Réaménagement du visa
Ensuite, parce que la ministre avait proposé en conférence des ambassadeurs un visa Outre-mer. Une sorte de réaménagement du visa Balladur. « Je ne visais pas seulement Mayotte », se défend-elle, « mais c’est une des réponses à apporter pour une meilleure circulation des étudiants notamment, sur l’ensemble de l’océan Indien. » Luc Hallade de son côté évoque « la volonté d’améliorer la circulation légale, et éviter le stationnement de ces populations sur le territoire ».

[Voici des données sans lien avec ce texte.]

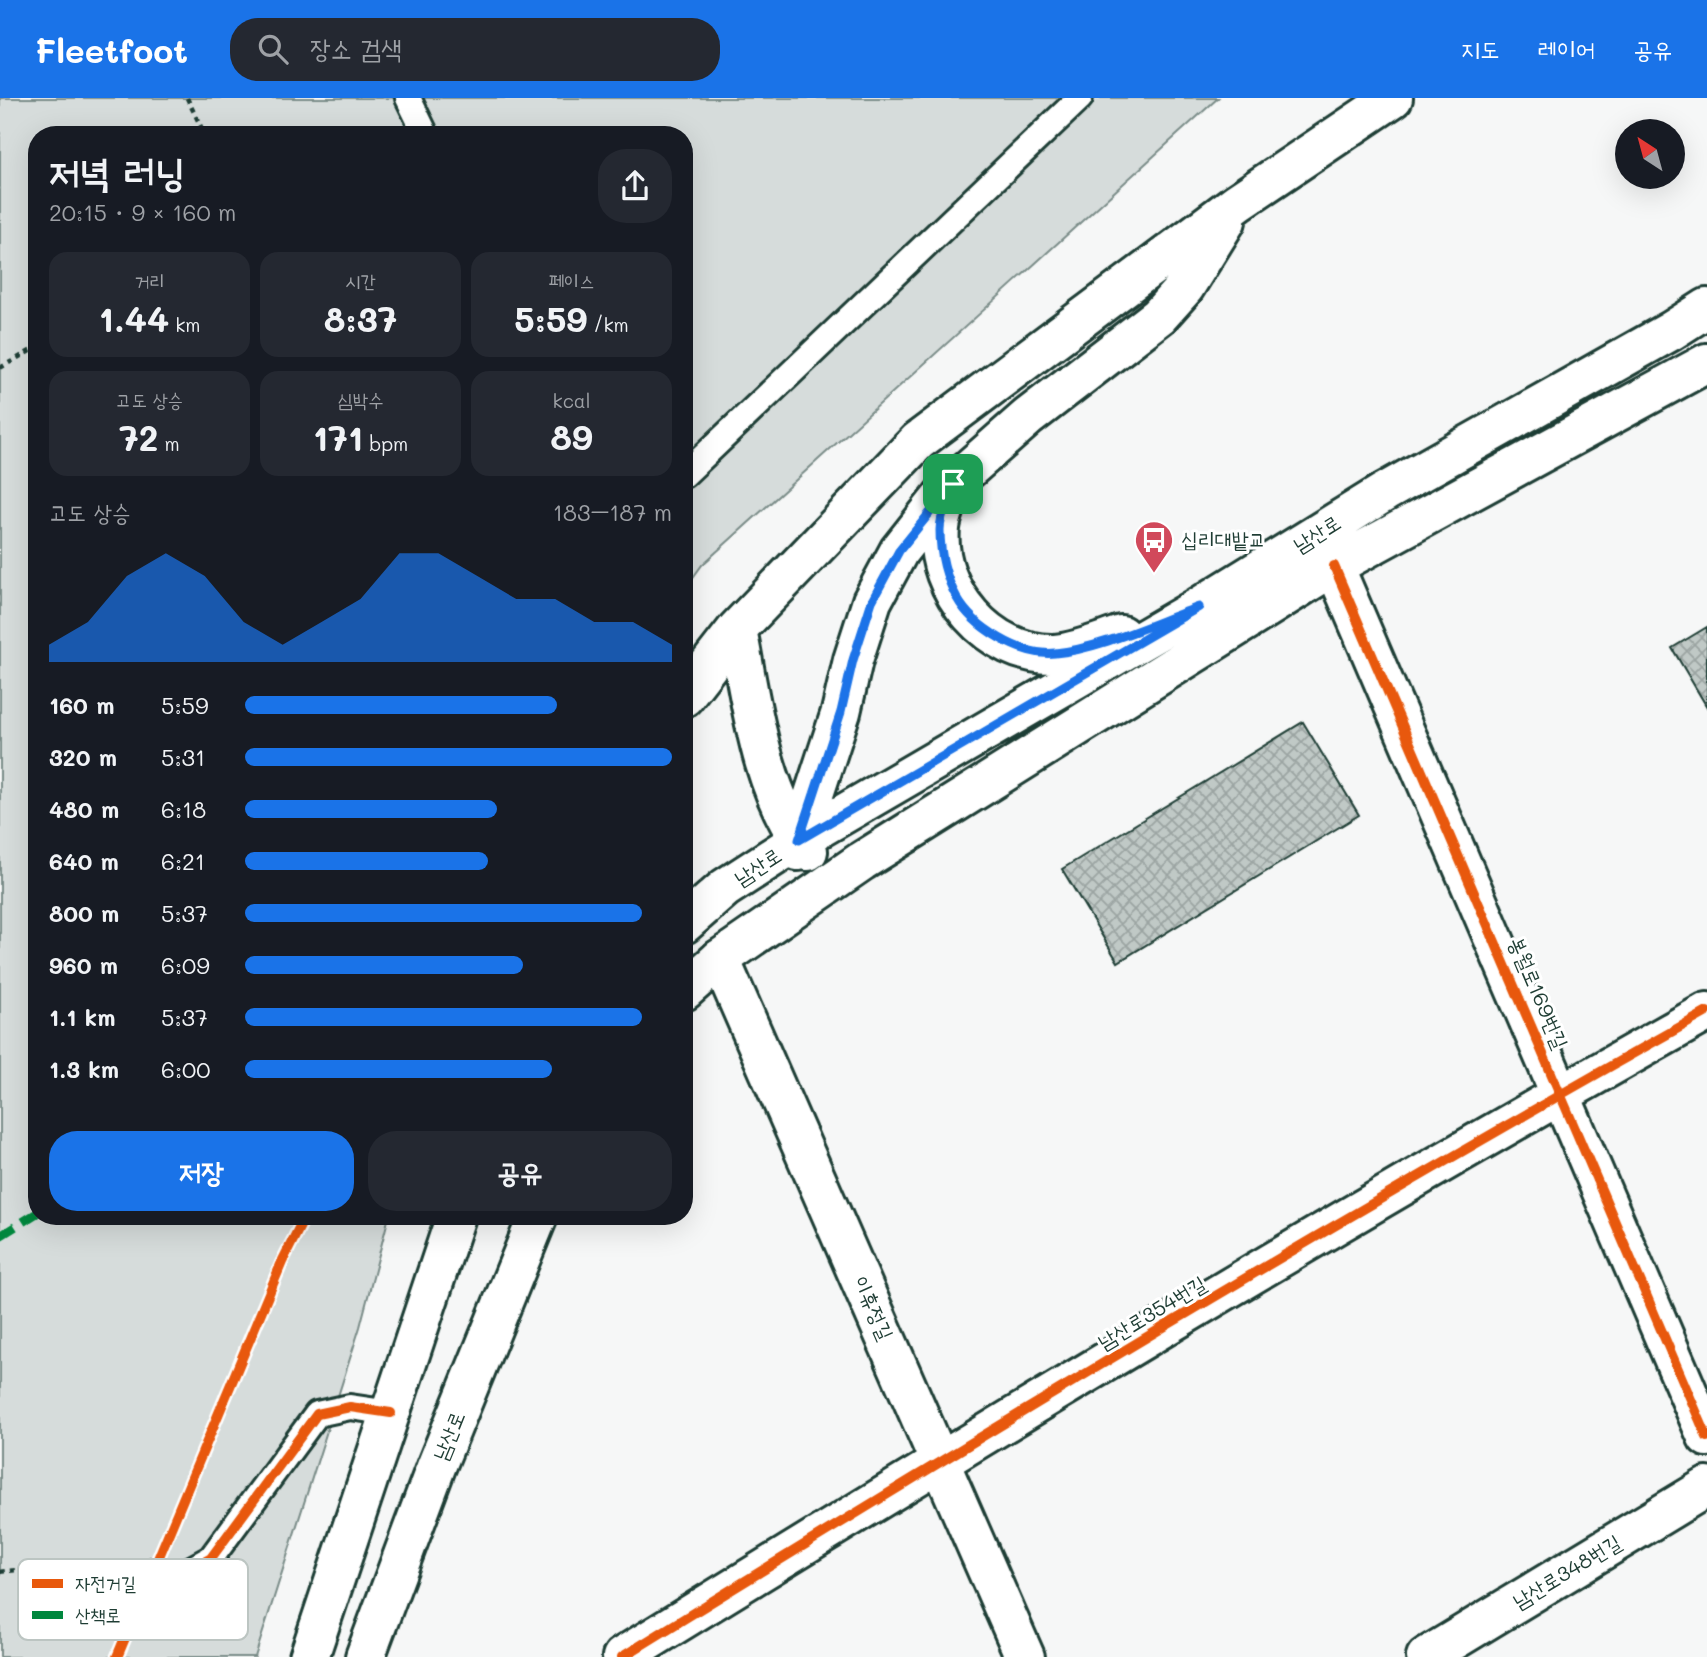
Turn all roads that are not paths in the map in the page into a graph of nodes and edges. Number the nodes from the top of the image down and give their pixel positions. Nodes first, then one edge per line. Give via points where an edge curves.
1 (408, 98) edge
2 (1080, 98) edge
3 (1393, 98) edge
4 (422, 126) edge
5 (1238, 202) junction
6 (1707, 308) edge
7 (1700, 367) edge
8 (693, 466) edge
9 (953, 484) junction
10 (1334, 566) junction
11 (1199, 607) junction
12 (737, 629) junction
13 (693, 685) edge
14 (799, 840) junction
15 (862, 861) junction
16 (693, 916) edge
17 (755, 935) junction
18 (720, 959) junction
19 (693, 983) edge
20 (1707, 1012) edge
21 (1560, 1094) junction
22 (454, 1225) edge
23 (534, 1225) edge
24 (391, 1413) junction
25 (1707, 1437) edge
26 (940, 1461) junction
27 (1707, 1487) edge
28 (209, 1559) edge
29 (309, 1657) edge
30 (365, 1657) edge
31 (622, 1657) edge
32 (1025, 1657) edge
33 (1426, 1657) edge

1 - 4 lane
2 - 8 lane
3 - 5 main road
5 - 9 main road via 1185,287 1159,316 1028,417
5 - 12 main road via 918,441
6 - 11 main road, 남산로 via 1385,492
7 - 10 main road, 남산로
9 - 11 main road via 940,528 943,566 957,600 986,630 1017,649 1054,654
9 - 14 main road via 899,551 872,601
10 - 15 main road, 남산로
10 - 21 main road, 봉월로169번길
11 - 14 main road, 남산로
12 - 13 main road
12 - 14 main road via 767,771
14 - 15 main road via 825,864
14 - 16 main road, 남산로 via 725,888
14 - 17 main road via 795,874 784,902
15 - 17 main road, 남산로
17 - 18 main road, 남산로
18 - 19 main road, 남산로
18 - 26 main road, 이휴정길
20 - 21 main road, 남산로354번길
21 - 25 main road, 봉월로169번길
21 - 26 main road, 남산로354번길
22 - 24 main road
23 - 30 main road, 남산로
24 - 28 lane via 350,1407 317,1414
24 - 29 main road
26 - 31 main road, 남산로354번길
26 - 32 main road, 이휴정길
27 - 33 main road, 남산로348번길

En matière sécuritaire, pas d’annonce de moyens supplémentaires en revanche, les chiffres étant en amélioration, « -9% sur les atteintes aux personnes et -20% sur les atteintes aux biens », rappelait le préfet Frédéric Veau. Mais rien n’est gagné, « il faut écouter les Mahorais quand ils parlent de délinquance au quotidien », appuyait la ministre.
Le sujet sécuritaire pourrait faire l’objet d’un point lors des Assises des outre-mer prévues en octobre. On ne compte plus les Etats majors ou Assises qu’ont vécu les outre mer sans résultat probant, et Mayotte sort à peine des ateliers Mayotte 2025. « Pas d’obligation de tenir des Assises », se défend la ministre, « et avec Mayotte 2025, vous avez votre plan de convergence inscrit dans la loi Egalité réelle. Mais il faudrait alors le mettre à jour tous les ans pour être proche de la réalité. » Idem pour le Plan sécurité Cazeneuve, la ministre préconise « un bilan pour renforcer les moyens au fur et à mesure ». Ils ont été de 88 gendarmes et 15 policiers en effectifs supplémentaires, selon le préfet, pas de quoi endiguer plus avant la délinquance.
Des couteaux Suisse Mahorais
Il faut selon la ministre trouver des solutions adaptées à la délinquance juvénile. « Le projet d’un Centre éducatif fermé est prêt, mais les budgets actuels sont ce qu’ils sont… ». Elle appelait donc Mayotte à faire ce que les Outre-mer savent faire de mieux, « être des couteaux Suisse, pour ensuite exporter les idées vers la métropole. Il faut créer un centre qui correspond aux problématiques de Mayotte. N’adoptons pas un dispositif national qui ne correspondrait pas ». Annick Girardin revenait sur la prise en charge « par village » des jeunes auparavant, mais sans franchir le Rubicon judiciaire.
Il faut à l’évidence revenir aux sanctions personnelles à l’encontre des jeunes, notamment les primodélinquants, et leur faire réparer les infractions commises.
Avec Ericka Bareigts, on avait amorcé un virage dans la prise de conscience gouvernementale du sous-développement structurel de Mayotte, et dans l’abandon de la langue de bois, qui semble entériné par l’actuelle ministre. Quatre jours, la première visite ministérielle aussi longue.
Annick Girardin nous confiait en aparté qu’à Saint Pierre et Miquelon dont elle est députée, une bonne partie de la population était pessimiste sur l’avenir du territoire, « je vais donc travailler avec les autres, et impulser une dynamique positive. Il faut faire pareil avec Mayotte. »
La ministre enchainait samedi soir avec une séquence privée de rencontre avec le parti radical de gauche, dont elle est vice-présidente nationale, et partait à la découverte du lagon ce dimanche.